President Mnangagwa yesterday condemned the killing of children for ritual purposes, saying the Government was concerned with all forms of threats and abuse to children and vowed to end violence against them.
The condemnation comes in the wake of the murder of a seven-year-old Murehwa boy, Tapiwa Makore, last week for ritual purposes, allegedly by a herder.
“I am disturbed by the loss of young children as a result of heinous and evil actions for rituals and witchcraft purposes. These cold-hearted acts of murder have no place in our country.
“The stakeholders in our criminal justice system must speedily and strongly deal with perpetrators so that this evil trend is expunged from our society,” said the President during a virtual Junior Cabinet meeting at State House yesterday.
Murder suspect Tafadzwa Shamba
Tapiwa was looking forward to resuming classes on November 9, and rejoining his peers at Nyamutumbu Primary School in Murehwa after a six-month hiatus.
Like millions of other pupils across the country, particularly his Grade One fellows, he was raring to go as the phased reopening of schools, which comes into effect on Monday, puts an end to their daily routine of playing house, horseplay and hopscotch, in-between errands as may be assigned by their parents.

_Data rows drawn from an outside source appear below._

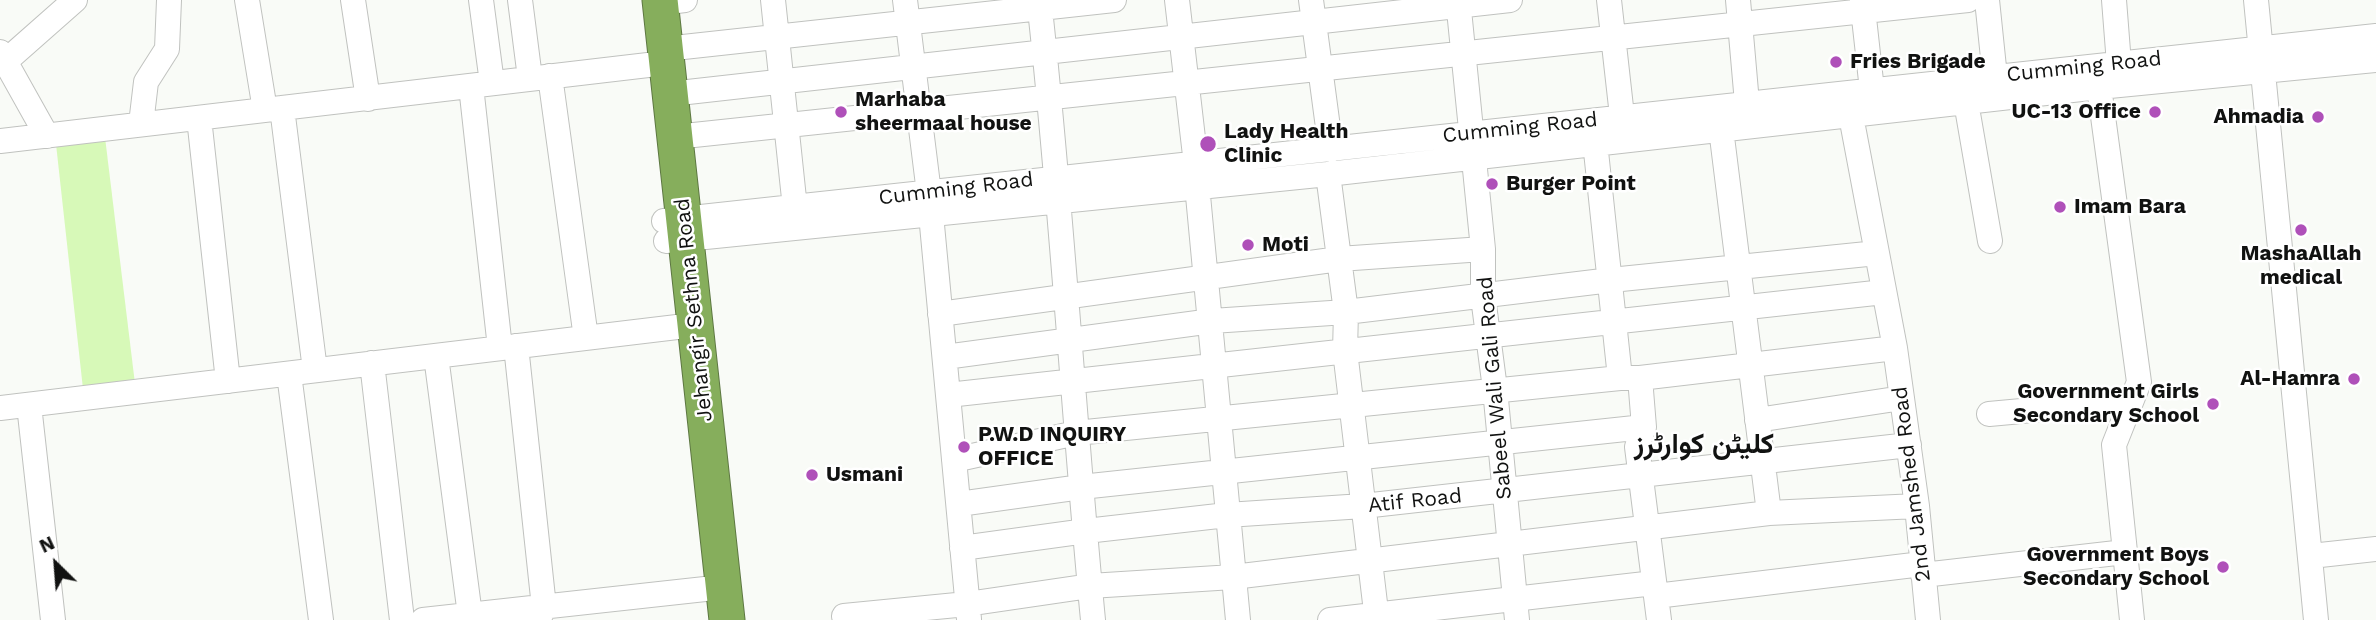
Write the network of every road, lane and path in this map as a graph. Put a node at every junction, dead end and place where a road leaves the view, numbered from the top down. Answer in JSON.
{"nodes":[{"id":1,"x":75,"y":0,"type":"edge"},
{"id":2,"x":169,"y":0,"type":"edge"},
{"id":3,"x":247,"y":0,"type":"edge"},
{"id":4,"x":353,"y":0,"type":"edge"},
{"id":5,"x":481,"y":0,"type":"edge"},
{"id":6,"x":520,"y":0,"type":"edge"},
{"id":7,"x":773,"y":0,"type":"edge"},
{"id":8,"x":1114,"y":0,"type":"edge"},
{"id":9,"x":1177,"y":0,"type":"edge"},
{"id":10,"x":1510,"y":0,"type":"edge"},
{"id":11,"x":1609,"y":0,"type":"edge"},
{"id":12,"x":1968,"y":0,"type":"edge"},
{"id":13,"x":1987,"y":0,"type":"edge"},
{"id":14,"x":2114,"y":0,"type":"edge"},
{"id":15,"x":2256,"y":0,"type":"edge"},
{"id":16,"x":661,"y":1,"type":"edge"},
{"id":17,"x":1458,"y":3,"type":"edge"},
{"id":18,"x":1039,"y":4,"type":"edge"},
{"id":19,"x":1863,"y":6,"type":"edge"},
{"id":20,"x":907,"y":11,"type":"edge"},
{"id":21,"x":1313,"y":11,"type":"edge"},
{"id":22,"x":1739,"y":12,"type":"edge"},
{"id":23,"x":2376,"y":36,"type":"edge"},
{"id":24,"x":777,"y":37,"type":"junction"},
{"id":25,"x":1181,"y":37,"type":"junction"},
{"id":26,"x":1612,"y":37,"type":"junction"},
{"id":27,"x":1045,"y":52,"type":"junction"},
{"id":28,"x":1463,"y":53,"type":"junction"},
{"id":29,"x":4,"y":56,"type":"edge"},
{"id":30,"x":656,"y":57,"type":"junction"},
{"id":31,"x":2262,"y":60,"type":"junction"},
{"id":32,"x":2376,"y":60,"type":"edge"},
{"id":33,"x":2119,"y":64,"type":"junction"},
{"id":34,"x":914,"y":67,"type":"junction"},
{"id":35,"x":1321,"y":68,"type":"junction"},
{"id":36,"x":540,"y":77,"type":"junction"},
{"id":37,"x":1995,"y":77,"type":"junction"},
{"id":38,"x":781,"y":82,"type":"junction"},
{"id":39,"x":1187,"y":83,"type":"junction"},
{"id":40,"x":481,"y":84,"type":"junction"},
{"id":41,"x":2099,"y":87,"type":"junction"},
{"id":42,"x":1872,"y":90,"type":"junction"},
{"id":43,"x":670,"y":94,"type":"junction"},
{"id":44,"x":1049,"y":97,"type":"junction"},
{"id":45,"x":368,"y":99,"type":"junction"},
{"id":46,"x":1966,"y":102,"type":"junction"},
{"id":47,"x":1747,"y":103,"type":"junction"},
{"id":48,"x":274,"y":109,"type":"junction"},
{"id":49,"x":919,"y":111,"type":"junction"},
{"id":50,"x":1622,"y":116,"type":"junction"},
{"id":51,"x":1851,"y":116,"type":"junction"},
{"id":52,"x":199,"y":118,"type":"junction"},
{"id":53,"x":141,"y":124,"type":"junction"},
{"id":54,"x":786,"y":125,"type":"junction"},
{"id":55,"x":1721,"y":129,"type":"junction"},
{"id":56,"x":47,"y":136,"type":"junction"},
{"id":57,"x":675,"y":137,"type":"junction"},
{"id":58,"x":0,"y":141,"type":"edge"},
{"id":59,"x":1595,"y":142,"type":"junction"},
{"id":60,"x":1473,"y":144,"type":"junction"},
{"id":61,"x":1330,"y":162,"type":"junction"},
{"id":62,"x":1197,"y":175,"type":"junction"},
{"id":63,"x":1058,"y":176,"type":"junction"},
{"id":64,"x":1059,"y":201,"type":"junction"},
{"id":65,"x":929,"y":203,"type":"junction"},
{"id":66,"x":794,"y":208,"type":"junction"},
{"id":67,"x":675,"y":230,"type":"junction"},
{"id":68,"x":1990,"y":241,"type":"dead end"},
{"id":69,"x":1483,"y":249,"type":"junction"},
{"id":70,"x":1877,"y":253,"type":"junction"},
{"id":71,"x":1339,"y":259,"type":"junction"},
{"id":72,"x":1738,"y":267,"type":"junction"},
{"id":73,"x":1207,"y":279,"type":"junction"},
{"id":74,"x":1611,"y":280,"type":"junction"},
{"id":75,"x":1884,"y":292,"type":"junction"},
{"id":76,"x":1065,"y":296,"type":"junction"},
{"id":77,"x":1483,"y":297,"type":"junction"},
{"id":78,"x":1743,"y":309,"type":"junction"},
{"id":79,"x":1346,"y":312,"type":"junction"},
{"id":80,"x":940,"y":314,"type":"junction"},
{"id":81,"x":1212,"y":321,"type":"junction"},
{"id":82,"x":1615,"y":324,"type":"junction"},
{"id":83,"x":677,"y":327,"type":"junction"},
{"id":84,"x":1487,"y":336,"type":"junction"},
{"id":85,"x":586,"y":338,"type":"junction"},
{"id":86,"x":1069,"y":340,"type":"junction"},
{"id":87,"x":508,"y":347,"type":"junction"},
{"id":88,"x":1895,"y":348,"type":"junction"},
{"id":89,"x":1345,"y":351,"type":"junction"},
{"id":90,"x":436,"y":356,"type":"junction"},
{"id":91,"x":944,"y":357,"type":"junction"},
{"id":92,"x":372,"y":363,"type":"junction"},
{"id":93,"x":1215,"y":364,"type":"junction"},
{"id":94,"x":1751,"y":365,"type":"junction"},
{"id":95,"x":315,"y":370,"type":"junction"},
{"id":96,"x":289,"y":373,"type":"junction"},
{"id":97,"x":1630,"y":378,"type":"junction"},
{"id":98,"x":1072,"y":380,"type":"junction"},
{"id":99,"x":228,"y":381,"type":"junction"},
{"id":100,"x":1495,"y":389,"type":"junction"},
{"id":101,"x":948,"y":395,"type":"junction"},
{"id":102,"x":1902,"y":398,"type":"junction"},
{"id":103,"x":2131,"y":401,"type":"junction"},
{"id":104,"x":29,"y":405,"type":"junction"},
{"id":105,"x":1352,"y":406,"type":"junction"},
{"id":106,"x":0,"y":408,"type":"edge"},
{"id":107,"x":1989,"y":414,"type":"dead end"},
{"id":108,"x":1220,"y":420,"type":"junction"},
{"id":109,"x":1757,"y":420,"type":"junction"},
{"id":110,"x":1644,"y":427,"type":"junction"},
{"id":111,"x":1076,"y":433,"type":"junction"},
{"id":112,"x":1500,"y":442,"type":"junction"},
{"id":113,"x":1909,"y":445,"type":"junction"},
{"id":114,"x":1358,"y":459,"type":"junction"},
{"id":115,"x":954,"y":460,"type":"junction"},
{"id":116,"x":1763,"y":463,"type":"junction"},
{"id":117,"x":1224,"y":474,"type":"junction"},
{"id":118,"x":1641,"y":477,"type":"junction"},
{"id":119,"x":1081,"y":487,"type":"junction"},
{"id":120,"x":1504,"y":491,"type":"junction"},
{"id":121,"x":958,"y":504,"type":"junction"},
{"id":122,"x":1363,"y":506,"type":"junction"},
{"id":123,"x":1917,"y":506,"type":"junction"},
{"id":124,"x":1769,"y":513,"type":"junction"},
{"id":125,"x":1227,"y":515,"type":"junction"},
{"id":126,"x":1648,"y":527,"type":"junction"},
{"id":127,"x":1086,"y":531,"type":"junction"},
{"id":128,"x":1510,"y":545,"type":"junction"},
{"id":129,"x":962,"y":548,"type":"junction"},
{"id":130,"x":2376,"y":549,"type":"edge"},
{"id":131,"x":2125,"y":552,"type":"junction"},
{"id":132,"x":2311,"y":556,"type":"junction"},
{"id":133,"x":1370,"y":559,"type":"junction"},
{"id":134,"x":1923,"y":569,"type":"junction"},
{"id":135,"x":1233,"y":577,"type":"junction"},
{"id":136,"x":1090,"y":586,"type":"junction"},
{"id":137,"x":1656,"y":599,"type":"edge"},
{"id":138,"x":706,"y":604,"type":"edge"},
{"id":139,"x":1516,"y":608,"type":"edge"},
{"id":140,"x":607,"y":610,"type":"edge"},
{"id":141,"x":968,"y":612,"type":"edge"},
{"id":142,"x":542,"y":613,"type":"edge"},
{"id":143,"x":470,"y":615,"type":"junction"},
{"id":144,"x":844,"y":616,"type":"dead end"},
{"id":145,"x":1376,"y":617,"type":"edge"},
{"id":146,"x":53,"y":620,"type":"edge"},
{"id":147,"x":321,"y":620,"type":"edge"},
{"id":148,"x":402,"y":620,"type":"edge"},
{"id":149,"x":423,"y":620,"type":"edge"},
{"id":150,"x":727,"y":620,"type":"edge"},
{"id":151,"x":1093,"y":620,"type":"edge"},
{"id":152,"x":1238,"y":620,"type":"edge"},
{"id":153,"x":1329,"y":620,"type":"edge"},
{"id":154,"x":1928,"y":620,"type":"edge"},
{"id":155,"x":2132,"y":620,"type":"edge"},
{"id":156,"x":2316,"y":620,"type":"edge"}],
"edges":[{"from":1,"to":29,"type":"street"},
{"from":2,"to":53,"type":"street"},
{"from":3,"to":48,"type":"street"},
{"from":4,"to":45,"type":"street"},
{"from":5,"to":40,"type":"street"},
{"from":6,"to":36,"type":"street"},
{"from":7,"to":24,"type":"street"},
{"from":8,"to":18,"type":"street"},
{"from":9,"to":25,"type":"street"},
{"from":10,"to":17,"type":"street"},
{"from":11,"to":26,"type":"street"},
{"from":12,"to":19,"type":"street"},
{"from":13,"to":37,"type":"street"},
{"from":14,"to":33,"type":"street"},
{"from":15,"to":31,"type":"street"},
{"from":16,"to":30,"type":"highway","name":"Jehangir Sethna Road"},
{"from":17,"to":21,"type":"street"},
{"from":17,"to":28,"type":"street","name":"Sabeel Wali Gali Road"},
{"from":18,"to":20,"type":"street"},
{"from":18,"to":27,"type":"street"},
{"from":19,"to":22,"type":"street"},
{"from":19,"to":42,"type":"street"},
{"from":20,"to":24,"type":"street"},
{"from":20,"to":34,"type":"street"},
{"from":21,"to":25,"type":"street"},
{"from":21,"to":35,"type":"street"},
{"from":22,"to":26,"type":"street"},
{"from":22,"to":47,"type":"street"},
{"from":23,"to":31,"type":"street","name":"Cumming Road"},
{"from":24,"to":30,"type":"street"},
{"from":24,"to":38,"type":"street"},
{"from":25,"to":27,"type":"street"},
{"from":25,"to":39,"type":"street"},
{"from":26,"to":28,"type":"street"},
{"from":26,"to":50,"type":"street"},
{"from":27,"to":34,"type":"street"},
{"from":27,"to":44,"type":"street"},
{"from":28,"to":35,"type":"street"},
{"from":28,"to":60,"type":"street","name":"Sabeel Wali Gali Road"},
{"from":29,"to":56,"type":"street"},
{"from":30,"to":36,"type":"street"},
{"from":30,"to":43,"type":"highway","name":"Jehangir Sethna Road"},
{"from":30,"to":67,"type":"highway","name":"Jehangir Sethna Road"},
{"from":31,"to":32,"type":"street","name":"Cumming Road"},
{"from":31,"to":33,"type":"street","name":"Cumming Road"},
{"from":31,"to":41,"type":"street","name":"Cumming Road"},
{"from":31,"to":132,"type":"street"},
{"from":33,"to":37,"type":"street","name":"Cumming Road"},
{"from":34,"to":38,"type":"street"},
{"from":34,"to":49,"type":"street"},
{"from":35,"to":39,"type":"street"},
{"from":35,"to":61,"type":"street"},
{"from":36,"to":40,"type":"street"},
{"from":36,"to":85,"type":"street"},
{"from":37,"to":42,"type":"street","name":"Cumming Road"},
{"from":38,"to":43,"type":"street"},
{"from":38,"to":54,"type":"street"},
{"from":39,"to":44,"type":"street"},
{"from":39,"to":62,"type":"street"},
{"from":40,"to":45,"type":"street"},
{"from":40,"to":87,"type":"street"},
{"from":41,"to":46,"type":"street","name":"Cumming Road"},
{"from":41,"to":103,"type":"street"},
{"from":42,"to":47,"type":"street","name":"Cumming Road"},
{"from":43,"to":57,"type":"highway","name":"Jehangir Sethna Road"},
{"from":44,"to":49,"type":"street"},
{"from":44,"to":63,"type":"street"},
{"from":45,"to":48,"type":"street"},
{"from":46,"to":51,"type":"street","name":"Cumming Road"},
{"from":46,"to":68,"type":"street"},
{"from":47,"to":50,"type":"street","name":"Cumming Road"},
{"from":48,"to":52,"type":"street"},
{"from":48,"to":95,"type":"street"},
{"from":49,"to":54,"type":"street"},
{"from":49,"to":65,"type":"street"},
{"from":50,"to":60,"type":"street","name":"Cumming Road"},
{"from":51,"to":55,"type":"street","name":"Cumming Road"},
{"from":51,"to":70,"type":"street","name":"2nd Jamshed Road"},
{"from":52,"to":53,"type":"street"},
{"from":52,"to":99,"type":"street"},
{"from":53,"to":56,"type":"street"},
{"from":54,"to":57,"type":"street"},
{"from":54,"to":66,"type":"street"},
{"from":55,"to":59,"type":"street","name":"Cumming Road"},
{"from":55,"to":72,"type":"street"},
{"from":56,"to":58,"type":"street"},
{"from":57,"to":67,"type":"highway","name":"Jehangir Sethna Road"},
{"from":59,"to":60,"type":"street","name":"Cumming Road"},
{"from":59,"to":74,"type":"street"},
{"from":60,"to":61,"type":"street","name":"Cumming Road"},
{"from":60,"to":69,"type":"street","name":"Sabeel Wali Gali Road"},
{"from":61,"to":62,"type":"street","name":"Cumming Road"},
{"from":61,"to":71,"type":"street"},
{"from":62,"to":63,"type":"street","name":"Cumming Road"},
{"from":62,"to":64,"type":"street","name":"Cumming Road"},
{"from":62,"to":73,"type":"street"},
{"from":63,"to":64,"type":"street"},
{"from":63,"to":65,"type":"street","name":"Cumming Road"},
{"from":64,"to":65,"type":"street","name":"Cumming Road"},
{"from":64,"to":76,"type":"street"},
{"from":65,"to":66,"type":"street","name":"Cumming Road"},
{"from":65,"to":67,"type":"street","name":"Cumming Road"},
{"from":65,"to":80,"type":"street"},
{"from":66,"to":67,"type":"street","name":"Cumming Road"},
{"from":67,"to":83,"type":"highway","name":"Jehangir Sethna Road"},
{"from":67,"to":150,"type":"highway","name":"Jehangir Sethna Road"},
{"from":69,"to":71,"type":"street"},
{"from":69,"to":77,"type":"street","name":"Sabeel Wali Gali Road"},
{"from":70,"to":72,"type":"street"},
{"from":70,"to":75,"type":"street","name":"2nd Jamshed Road"},
{"from":71,"to":73,"type":"street"},
{"from":71,"to":79,"type":"street"},
{"from":72,"to":74,"type":"street"},
{"from":72,"to":78,"type":"street"},
{"from":73,"to":76,"type":"street"},
{"from":73,"to":81,"type":"street"},
{"from":74,"to":77,"type":"street"},
{"from":74,"to":82,"type":"street"},
{"from":75,"to":78,"type":"street"},
{"from":75,"to":88,"type":"street","name":"2nd Jamshed Road"},
{"from":76,"to":80,"type":"street"},
{"from":76,"to":86,"type":"street"},
{"from":77,"to":79,"type":"street"},
{"from":77,"to":84,"type":"street","name":"Sabeel Wali Gali Road"},
{"from":78,"to":82,"type":"street"},
{"from":78,"to":94,"type":"street"},
{"from":79,"to":81,"type":"street"},
{"from":79,"to":89,"type":"street"},
{"from":80,"to":91,"type":"street"},
{"from":81,"to":86,"type":"street"},
{"from":81,"to":93,"type":"street"},
{"from":82,"to":84,"type":"street"},
{"from":82,"to":97,"type":"street"},
{"from":83,"to":85,"type":"street"},
{"from":83,"to":138,"type":"highway","name":"Jehangir Sethna Road"},
{"from":84,"to":89,"type":"street"},
{"from":84,"to":100,"type":"street","name":"Sabeel Wali Gali Road"},
{"from":85,"to":87,"type":"street"},
{"from":86,"to":91,"type":"street"},
{"from":86,"to":98,"type":"street"},
{"from":87,"to":90,"type":"street"},
{"from":87,"to":142,"type":"street"},
{"from":88,"to":94,"type":"street"},
{"from":88,"to":102,"type":"street","name":"2nd Jamshed Road"},
{"from":89,"to":93,"type":"street"},
{"from":89,"to":105,"type":"street"},
{"from":90,"to":92,"type":"street"},
{"from":90,"to":143,"type":"street"},
{"from":91,"to":101,"type":"street"},
{"from":92,"to":95,"type":"street"},
{"from":92,"to":148,"type":"street"},
{"from":93,"to":98,"type":"street"},
{"from":93,"to":108,"type":"street"},
{"from":94,"to":97,"type":"street"},
{"from":94,"to":109,"type":"street"},
{"from":95,"to":96,"type":"street"},
{"from":96,"to":99,"type":"street"},
{"from":96,"to":147,"type":"street"},
{"from":97,"to":100,"type":"street"},
{"from":97,"to":110,"type":"street"},
{"from":98,"to":101,"type":"street"},
{"from":98,"to":111,"type":"street"},
{"from":99,"to":104,"type":"street"},
{"from":100,"to":105,"type":"street"},
{"from":100,"to":112,"type":"street","name":"Sabeel Wali Gali Road"},
{"from":101,"to":115,"type":"street"},
{"from":102,"to":109,"type":"street"},
{"from":102,"to":113,"type":"street","name":"2nd Jamshed Road"},
{"from":103,"to":107,"type":"street"},
{"from":103,"to":131,"type":"street"},
{"from":104,"to":106,"type":"street"},
{"from":104,"to":146,"type":"street"},
{"from":105,"to":108,"type":"street"},
{"from":105,"to":114,"type":"street"},
{"from":108,"to":111,"type":"street"},
{"from":108,"to":117,"type":"street"},
{"from":109,"to":116,"type":"street"},
{"from":110,"to":112,"type":"street"},
{"from":110,"to":118,"type":"street"},
{"from":111,"to":115,"type":"street"},
{"from":111,"to":119,"type":"street"},
{"from":112,"to":114,"type":"street"},
{"from":112,"to":120,"type":"street","name":"Sabeel Wali Gali Road"},
{"from":113,"to":116,"type":"street","name":"Atif Road"},
{"from":113,"to":123,"type":"street","name":"2nd Jamshed Road"},
{"from":114,"to":117,"type":"street"},
{"from":114,"to":122,"type":"street"},
{"from":115,"to":121,"type":"street"},
{"from":116,"to":118,"type":"street","name":"Atif Road"},
{"from":116,"to":124,"type":"street"},
{"from":117,"to":119,"type":"street"},
{"from":117,"to":125,"type":"street"},
{"from":118,"to":120,"type":"street","name":"Atif Road"},
{"from":118,"to":126,"type":"street"},
{"from":119,"to":121,"type":"street"},
{"from":119,"to":127,"type":"street"},
{"from":120,"to":122,"type":"street","name":"Atif Road"},
{"from":120,"to":128,"type":"street","name":"Sabeel Wali Gali Road"},
{"from":121,"to":129,"type":"street"},
{"from":122,"to":125,"type":"street","name":"Atif Road"},
{"from":122,"to":133,"type":"street"},
{"from":123,"to":124,"type":"street"},
{"from":123,"to":134,"type":"street","name":"2nd Jamshed Road"},
{"from":124,"to":126,"type":"street"},
{"from":125,"to":127,"type":"street","name":"Atif Road"},
{"from":125,"to":135,"type":"street"},
{"from":126,"to":128,"type":"street"},
{"from":126,"to":137,"type":"street"},
{"from":127,"to":129,"type":"street","name":"Atif Road"},
{"from":127,"to":136,"type":"street"},
{"from":128,"to":133,"type":"street"},
{"from":128,"to":139,"type":"street","name":"Sabeel Wali Gali Road"},
{"from":129,"to":141,"type":"street"},
{"from":130,"to":132,"type":"street"},
{"from":131,"to":134,"type":"street"},
{"from":131,"to":155,"type":"street"},
{"from":132,"to":156,"type":"street"},
{"from":133,"to":135,"type":"street"},
{"from":133,"to":145,"type":"street"},
{"from":134,"to":137,"type":"street"},
{"from":134,"to":154,"type":"street","name":"2nd Jamshed Road"},
{"from":135,"to":136,"type":"street"},
{"from":135,"to":152,"type":"street"},
{"from":136,"to":141,"type":"street"},
{"from":136,"to":151,"type":"street"},
{"from":137,"to":139,"type":"street"},
{"from":138,"to":140,"type":"street"},
{"from":139,"to":145,"type":"street"},
{"from":140,"to":142,"type":"street"},
{"from":141,"to":144,"type":"street"},
{"from":142,"to":143,"type":"street"},
{"from":143,"to":149,"type":"street"},
{"from":145,"to":153,"type":"street"}]}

The seven-year-old Tapiwa was his parents’ gift from God as was reflected in his name. With school lessons temporarily shelved owing to Covid-19, the bubbly boy, like the gift he was, often helped out his mother in tending to their vegetable garden.
In the morning of Thursday September 17, as she has always done, Tapiwa’s mother prepared food for him and set him off on the excursion to keep stray livestock away from their vegetable patch.
She and her husband were set to relieve him later in the afternoon.
However, fate had decided otherwise. It was set in the stars that they would never see their beloved son alive again, neither were they to bury him intact.
Unbeknown to them, the Makore family had set in motion a chain of events that would leave the serene community of Makore Village in Chief Mangwende’s domain of Murehwa District, dumbfounded, distressed and in deep mourning as a dark cloud of both grief and fear engulfed them.
Tapiwa’s story reads like a horror movie where death is traded with such abandon that the grisly ceases to be abnormal with the Grim Reaper, in his dark shrouds, hooded robe and scythe daring the living as they dare each other.
Bereft of words, the community fretfully tries to come to terms with what could have befallen their child; for in African societies, a child belongs to all. No one knows what he went through, and how the Grim Reaper tore through his fragile heart to “reap” his soul. All else pointed to ritual murder.